Nascemos neste mundo sem nada saber sobre ele (ver ressalva*). Se nada nos for ensinado, poderemos eventualmente começar a fazer constatações: um objecto atirado ao ar cai; o Sol aparece periodicamente no céu; todos os animais têm quatro membros; etc. Estas observações transformam-se na representação abstracta que temos do mundo, isto é, são os pedaços de informação que identificámos para caracterizar o meio ao nosso redor. Um dia encontramos um peixe e verificamos que afinal uma das nossas observações estava incompleta. Verificamos também que na verdade a permanência do Sol no céu vai variando de um período para o seguinte, o que significa que o período inicialmente identificado (dia) é modulado por uma outra escala temporal mais lenta (ano), também ela repetitiva. Observamos ainda que se lançarmos poeira ao ar ficamos sem saber se de facto a poeira chega a cair, ou não.

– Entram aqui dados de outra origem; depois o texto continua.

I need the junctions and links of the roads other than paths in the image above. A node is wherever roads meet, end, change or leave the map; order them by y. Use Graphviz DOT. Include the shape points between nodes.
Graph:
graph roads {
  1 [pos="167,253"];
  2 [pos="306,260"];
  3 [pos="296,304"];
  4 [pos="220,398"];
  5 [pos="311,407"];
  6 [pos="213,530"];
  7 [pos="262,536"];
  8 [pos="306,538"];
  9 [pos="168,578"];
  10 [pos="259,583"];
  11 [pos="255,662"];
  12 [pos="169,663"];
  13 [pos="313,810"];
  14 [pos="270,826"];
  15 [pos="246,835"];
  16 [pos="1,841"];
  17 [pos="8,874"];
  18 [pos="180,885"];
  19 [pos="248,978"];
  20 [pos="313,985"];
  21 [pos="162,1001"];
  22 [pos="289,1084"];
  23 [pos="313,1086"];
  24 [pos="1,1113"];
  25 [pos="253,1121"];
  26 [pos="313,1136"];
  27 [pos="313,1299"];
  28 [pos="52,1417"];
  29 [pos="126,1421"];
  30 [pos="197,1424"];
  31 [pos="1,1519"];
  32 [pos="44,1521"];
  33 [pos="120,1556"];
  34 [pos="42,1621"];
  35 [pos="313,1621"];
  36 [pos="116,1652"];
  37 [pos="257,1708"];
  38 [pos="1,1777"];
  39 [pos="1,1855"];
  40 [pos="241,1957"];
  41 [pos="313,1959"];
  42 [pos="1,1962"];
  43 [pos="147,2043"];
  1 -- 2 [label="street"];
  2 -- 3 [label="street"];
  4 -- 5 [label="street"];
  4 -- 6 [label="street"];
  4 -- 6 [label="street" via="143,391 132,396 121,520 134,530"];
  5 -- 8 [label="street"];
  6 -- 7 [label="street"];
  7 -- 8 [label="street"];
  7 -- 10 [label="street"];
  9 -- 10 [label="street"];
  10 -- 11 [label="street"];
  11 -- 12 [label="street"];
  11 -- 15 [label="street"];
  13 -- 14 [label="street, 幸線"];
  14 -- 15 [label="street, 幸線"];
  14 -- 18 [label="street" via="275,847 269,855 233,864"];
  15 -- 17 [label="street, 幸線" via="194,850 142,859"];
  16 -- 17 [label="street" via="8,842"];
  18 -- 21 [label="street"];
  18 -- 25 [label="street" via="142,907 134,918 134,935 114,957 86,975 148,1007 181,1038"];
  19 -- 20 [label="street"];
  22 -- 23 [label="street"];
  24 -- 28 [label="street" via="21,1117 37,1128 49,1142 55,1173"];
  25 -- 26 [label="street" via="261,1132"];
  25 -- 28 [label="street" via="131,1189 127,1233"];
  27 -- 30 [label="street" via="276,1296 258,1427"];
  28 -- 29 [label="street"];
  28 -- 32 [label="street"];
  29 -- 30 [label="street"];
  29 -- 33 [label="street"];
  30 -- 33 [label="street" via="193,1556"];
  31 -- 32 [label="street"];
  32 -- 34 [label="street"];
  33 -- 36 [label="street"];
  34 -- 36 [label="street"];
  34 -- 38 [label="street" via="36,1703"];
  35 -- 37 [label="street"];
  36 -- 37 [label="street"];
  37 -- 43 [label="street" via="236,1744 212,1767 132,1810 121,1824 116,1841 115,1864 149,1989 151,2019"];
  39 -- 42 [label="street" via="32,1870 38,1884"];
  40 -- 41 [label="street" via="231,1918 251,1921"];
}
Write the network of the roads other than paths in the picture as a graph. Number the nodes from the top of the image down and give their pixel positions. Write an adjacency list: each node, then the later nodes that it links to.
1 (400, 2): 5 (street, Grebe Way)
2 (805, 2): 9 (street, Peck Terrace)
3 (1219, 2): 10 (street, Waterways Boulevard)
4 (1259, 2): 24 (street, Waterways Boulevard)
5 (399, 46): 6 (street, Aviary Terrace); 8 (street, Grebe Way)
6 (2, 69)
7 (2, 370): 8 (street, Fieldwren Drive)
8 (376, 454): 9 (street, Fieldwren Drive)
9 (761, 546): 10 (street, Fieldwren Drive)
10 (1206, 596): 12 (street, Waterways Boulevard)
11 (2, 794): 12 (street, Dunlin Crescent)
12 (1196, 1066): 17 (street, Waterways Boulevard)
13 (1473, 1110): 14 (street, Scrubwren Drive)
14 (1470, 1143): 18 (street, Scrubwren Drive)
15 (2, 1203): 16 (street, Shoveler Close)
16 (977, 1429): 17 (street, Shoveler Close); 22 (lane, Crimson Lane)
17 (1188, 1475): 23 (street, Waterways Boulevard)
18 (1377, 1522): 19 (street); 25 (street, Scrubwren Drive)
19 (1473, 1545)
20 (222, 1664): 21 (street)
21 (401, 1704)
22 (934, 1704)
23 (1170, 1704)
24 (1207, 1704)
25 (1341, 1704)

Só com estes exemplos simples torna-se de imediato evidente a necessidade de se ser metódico para poder tirar conclusões correctas sobre o universo. Repare-se como a existência de um só contra-exemplo nos levou logo à reformulação de uma constatação. De facto, por mais animais que encontremos com quatro membros, basta encontrar um que não tenha quatro para que a “definição” de animais tenha que ser repensada. Também a noção de que qualquer objecto cai parece ter que ser melhor definida para que possamos verificá-la. Note-se também aqui a importância dos meios que temos ao nosso dispor para testar uma dada hipótese! De facto, o nosso conhecimento está claramente dependente dos meios técnicos que temos num dado momento. Do mesmo modo que um cego não sabe o que são cores, também uma pessoa do século XIX poderia ser céptica quanto à possibilidade de enviar uma sonda para o espaço…

Por vezes constatamos fenómenos raros que nunca tínhamos observado. A nossa perplexidade decorre de presenciarmos algo que não sabíamos que existia. Se contarmos o que vimos a outra pessoa, é possível que ela não acredite em nós, caso nunca tenha observado o fenómeno. Como convencê-la? É necessário mostrar-lhe! Para isso teremos que eventualmente compreender o fenómeno para que possamos voltar a encontrá-lo. Se não conseguirmos voltar a encontrá-lo, como saber se de facto aconteceu? Terá sido uma alucinação? Um sonho? Estaremos a mentir? É por isto que supostos milagres não fazem parte da ciência, por não poderem ser repetidos quando se desejar.

A replicabilidade científica é portanto absolutamente crucial, pois sem ela a ciência não poderia responder às questões cépticas que a conduz a novas respostas. A replicabilidade na ciência actual torna-se ainda mais necessária quando se considera as falhas que apontei na primeira e segunda parte deste artigo. De facto, no ano passado a “Open Science Collaboration” publicou um artigo que mostra o quão problemático é esta questão em Psicologia, pois de uma tentativa de replicar 100 estudos, conseguiram apenas replicar os resultados de um terço! Já este ano fez-se um questionário a 1500 cientistas que mostra que existe uma preocupação significativa na comunidade científica (em particular em ciências biomédicas e ciências sociais), com 52% a concordar que a ciência está em crise devido à falta de replicabilidade.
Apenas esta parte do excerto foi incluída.